Expected length of orbit for random permutation
The probability that $\sigma(1)=1$ (so $m=1$) is $\frac{1}{n}$. Conditional on $\sigma(1)\neq1$, we know that $m=2$ with probability $\frac{1}{n-1}$, so the unconditional probability is $\frac{n-1}{n}\cdot\frac{1}{n-1}=\frac{1}{n}$. Continuing like this, we see that $\mathbb P(m=k)=\frac{1}{n}$ for any $1\leq k\leq n$. So $$\mathbb E[m]=\frac{1}{n}(1+2+\dots+n)=\frac{n+1}{2}.$$
Choose the elements in the cycle of $1$ say $m-1$ order them and then the rest of the elements are other permutation so there are $(m-1)!(n-m)!$ of them.
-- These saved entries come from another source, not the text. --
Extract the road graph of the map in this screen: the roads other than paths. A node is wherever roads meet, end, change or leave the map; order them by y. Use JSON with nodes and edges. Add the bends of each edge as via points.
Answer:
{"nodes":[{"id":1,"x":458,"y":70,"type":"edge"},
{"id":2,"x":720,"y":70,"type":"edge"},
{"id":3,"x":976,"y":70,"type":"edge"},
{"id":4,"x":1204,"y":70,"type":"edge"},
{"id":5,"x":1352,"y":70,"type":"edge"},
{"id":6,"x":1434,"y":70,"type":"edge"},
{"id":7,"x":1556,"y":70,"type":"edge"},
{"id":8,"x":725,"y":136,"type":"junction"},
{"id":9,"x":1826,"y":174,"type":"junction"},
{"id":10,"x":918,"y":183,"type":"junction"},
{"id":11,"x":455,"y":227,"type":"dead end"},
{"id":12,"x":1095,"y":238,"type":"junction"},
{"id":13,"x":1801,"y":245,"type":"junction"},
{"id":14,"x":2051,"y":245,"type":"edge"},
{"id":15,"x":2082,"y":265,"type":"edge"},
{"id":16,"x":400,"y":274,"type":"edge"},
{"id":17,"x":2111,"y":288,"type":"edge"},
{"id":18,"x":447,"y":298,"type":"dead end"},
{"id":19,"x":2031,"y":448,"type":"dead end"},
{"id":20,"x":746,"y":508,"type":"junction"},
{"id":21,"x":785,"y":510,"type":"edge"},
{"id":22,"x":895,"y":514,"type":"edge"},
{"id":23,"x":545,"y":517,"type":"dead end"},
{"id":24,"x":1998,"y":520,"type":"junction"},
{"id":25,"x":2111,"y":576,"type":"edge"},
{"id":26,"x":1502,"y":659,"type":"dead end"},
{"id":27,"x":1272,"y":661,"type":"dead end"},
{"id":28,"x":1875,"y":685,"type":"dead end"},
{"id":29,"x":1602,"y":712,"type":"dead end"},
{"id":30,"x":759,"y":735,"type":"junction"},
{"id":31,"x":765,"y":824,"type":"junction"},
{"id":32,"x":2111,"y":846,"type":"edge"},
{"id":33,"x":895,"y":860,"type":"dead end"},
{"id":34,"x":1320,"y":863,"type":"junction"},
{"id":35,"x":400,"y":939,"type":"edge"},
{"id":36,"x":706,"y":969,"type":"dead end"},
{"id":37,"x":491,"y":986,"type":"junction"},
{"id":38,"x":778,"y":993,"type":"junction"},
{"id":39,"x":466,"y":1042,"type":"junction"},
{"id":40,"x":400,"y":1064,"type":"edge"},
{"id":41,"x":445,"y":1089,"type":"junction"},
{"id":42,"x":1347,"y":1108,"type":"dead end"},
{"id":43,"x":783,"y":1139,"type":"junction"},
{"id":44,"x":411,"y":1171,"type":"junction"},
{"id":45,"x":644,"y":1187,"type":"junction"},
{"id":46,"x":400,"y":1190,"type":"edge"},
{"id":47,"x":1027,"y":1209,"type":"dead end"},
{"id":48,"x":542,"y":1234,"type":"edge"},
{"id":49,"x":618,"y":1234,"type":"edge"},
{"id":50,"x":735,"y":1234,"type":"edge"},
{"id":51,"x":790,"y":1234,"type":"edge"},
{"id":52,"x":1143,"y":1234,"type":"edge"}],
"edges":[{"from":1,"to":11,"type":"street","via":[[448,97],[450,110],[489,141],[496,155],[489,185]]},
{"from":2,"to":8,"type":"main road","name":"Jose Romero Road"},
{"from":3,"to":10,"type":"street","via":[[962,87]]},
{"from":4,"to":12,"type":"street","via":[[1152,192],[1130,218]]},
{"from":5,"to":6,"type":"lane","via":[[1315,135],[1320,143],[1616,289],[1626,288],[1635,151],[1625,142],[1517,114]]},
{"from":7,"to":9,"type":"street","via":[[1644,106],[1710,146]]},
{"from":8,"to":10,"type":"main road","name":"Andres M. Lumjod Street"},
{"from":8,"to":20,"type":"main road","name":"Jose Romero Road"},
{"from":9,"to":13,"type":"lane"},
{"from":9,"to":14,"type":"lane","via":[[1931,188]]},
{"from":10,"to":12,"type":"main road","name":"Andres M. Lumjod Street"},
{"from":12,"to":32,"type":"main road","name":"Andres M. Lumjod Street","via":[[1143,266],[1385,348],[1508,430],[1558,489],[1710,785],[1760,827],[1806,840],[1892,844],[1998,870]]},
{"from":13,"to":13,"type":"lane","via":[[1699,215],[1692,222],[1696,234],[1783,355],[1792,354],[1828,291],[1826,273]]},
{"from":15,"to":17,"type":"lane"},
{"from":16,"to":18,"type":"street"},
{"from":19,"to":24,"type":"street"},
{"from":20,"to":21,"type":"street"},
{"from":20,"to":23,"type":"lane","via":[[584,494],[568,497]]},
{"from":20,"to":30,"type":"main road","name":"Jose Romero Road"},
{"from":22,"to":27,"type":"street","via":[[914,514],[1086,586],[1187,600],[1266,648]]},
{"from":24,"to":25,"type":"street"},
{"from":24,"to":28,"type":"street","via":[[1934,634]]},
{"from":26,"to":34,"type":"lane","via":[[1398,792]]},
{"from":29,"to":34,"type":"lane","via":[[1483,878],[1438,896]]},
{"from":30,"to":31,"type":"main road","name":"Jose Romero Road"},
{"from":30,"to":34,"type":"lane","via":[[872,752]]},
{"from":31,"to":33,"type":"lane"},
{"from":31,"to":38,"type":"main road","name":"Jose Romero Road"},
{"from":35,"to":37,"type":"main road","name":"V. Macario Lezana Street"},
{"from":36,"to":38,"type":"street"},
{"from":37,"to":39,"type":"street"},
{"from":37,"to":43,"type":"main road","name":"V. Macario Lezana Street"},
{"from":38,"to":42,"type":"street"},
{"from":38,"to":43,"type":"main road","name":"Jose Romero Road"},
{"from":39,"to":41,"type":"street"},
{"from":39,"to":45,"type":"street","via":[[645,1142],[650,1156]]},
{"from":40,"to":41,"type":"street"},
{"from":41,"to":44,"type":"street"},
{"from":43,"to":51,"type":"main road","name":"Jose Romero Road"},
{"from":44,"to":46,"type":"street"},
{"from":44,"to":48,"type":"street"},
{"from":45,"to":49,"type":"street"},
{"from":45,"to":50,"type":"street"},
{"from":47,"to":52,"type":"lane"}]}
Then $$\mathbb{E}[m]=\sum _{m=1}^nm\cdot P(\sigma \text{ has $1$ in a cycle of length m})=\sum _{m=1}^nm\cdot \frac{\binom{n-1}{m-1}\cdot (n-m)!(m-1)!}{n!}=\sum _{m=1}^n\frac{m}{n}.$$ Your conjecture is obtained by the Hockey-Stick identity.